Using D-PAC for CV-screening

Comparative judgement is nowadays predominantly used in the educational domain. The D-PAC team aims to explore CJ’s strengths beyond this realm, for example in the recruitment and selection domain. Therefore, we conducted a try-out investigating whether or not D-PAC was successful when applied to CV-screening. Consequently we partnered with Hudson (http://be.hudson.com – a human resources consultancy company) using a received job opening from a client. Forty-two CV’s were received and D-PAC was used with 7 assessors to compare the CV’s. Assessors also provided pairwise feedback to justify each choice. The main questions were related to reliability and validity: (1) how reliable is the D-PAC assessment on CV screening with expert assessors (if the assessment would be performed again, how strongly will the ranking resemble the current one)? And (2) do all assessors look at the same and relevant criteria of the CV’s in relation to the job ad (validity)?

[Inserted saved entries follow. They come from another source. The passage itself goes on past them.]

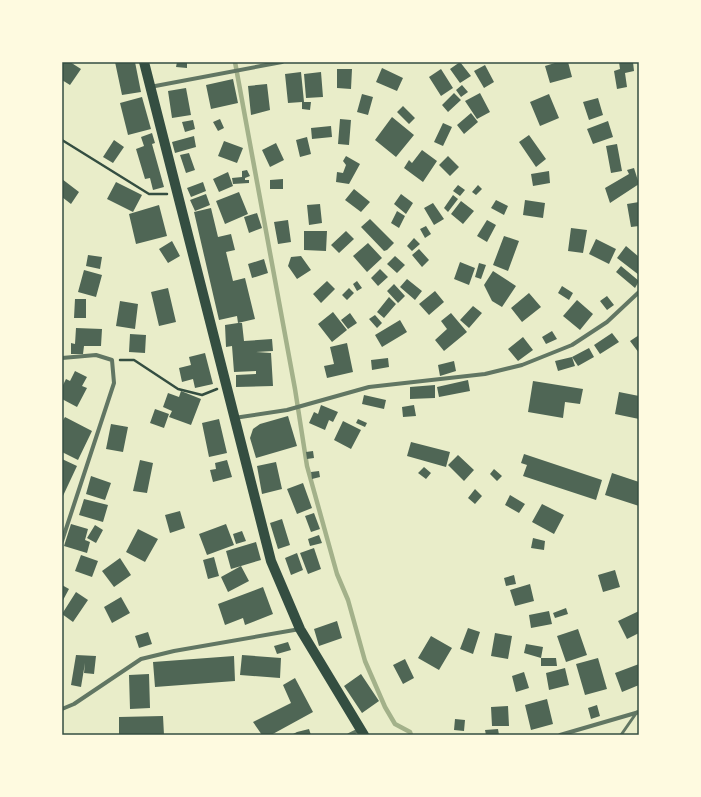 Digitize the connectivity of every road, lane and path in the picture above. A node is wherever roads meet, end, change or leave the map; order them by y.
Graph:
1 (144, 62) edge
2 (282, 62) edge
3 (150, 87) junction
4 (62, 140) edge
5 (177, 194) junction
6 (639, 292) edge
7 (62, 358) edge
8 (112, 360) junction
9 (226, 385) junction
10 (234, 418) junction
11 (62, 541) edge
12 (300, 629) junction
13 (62, 709) edge
14 (638, 712) edge
15 (363, 732) edge
16 (349, 735) edge
17 (560, 735) edge
18 (621, 735) edge

1 - 3 main road
2 - 3 street
3 - 5 main road
4 - 5 path
5 - 9 main road
6 - 10 street
7 - 8 street
8 - 9 path
8 - 11 street
9 - 10 main road
10 - 12 main road
12 - 13 street
12 - 15 main road
14 - 17 street
14 - 18 lane
15 - 16 street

Results show that the assessment reached a high reliability (SSR = .88 – see figure 1). In addition to this, this high reliability was already achieved at 14 rounds. Moreover, inspecting the cut-off of acceptable reliability (SSR =.70), this was already accomplished after 9 rounds. The time investment of the total assessment was 11.5 hours, including pairwise feedback. However, since high reliability was already attained early on (9 rounds), this timing can be drastically reduced to 5 hours. Moreover, this time investment is still an overestimation, since in reality assessors do not provide feedback on the CV’s. To give an indication: it takes about 73 seconds to read two CV’s and decide which one is more in line with the job. If assessors have to give feedback to justify their choice, time increases to 90 seconds for each pair. To summarize, attaining a reliability of .70 without providing any feedback results in a time investment of 5 and a half minutes for each CV.

SSR round Hudson
Figure 1: Reliability (=SSR) of the CV-screening assessment. In total, 23 rounds were performed. Blue lines indicate different reliability levels. Reliability of .80 achieved at 14 rounds. Reliability of .70 achieved at 9 rounds

Additionally, assessors’ arguments were analysed to inspect the validity of the assessment. The main discussed themes were ‘work- and job-experience’, ‘education’, ‘over qualification’ and ‘job hopping’. Two themes were recurrent in all 7 assessors’ arguments: work- and job-experience and education. One theme was only discussed by one assessor: ‘age’. The top arguments per assessor are represented in figure 2. Most striking is that relevant experience and the amount of experience were most frequently mentioned by every assessor. Additionally, job hopping was mentioned a lot by assessor 2.

argumenten hudson
Figure 2: Top arguments given by all 7 assessors.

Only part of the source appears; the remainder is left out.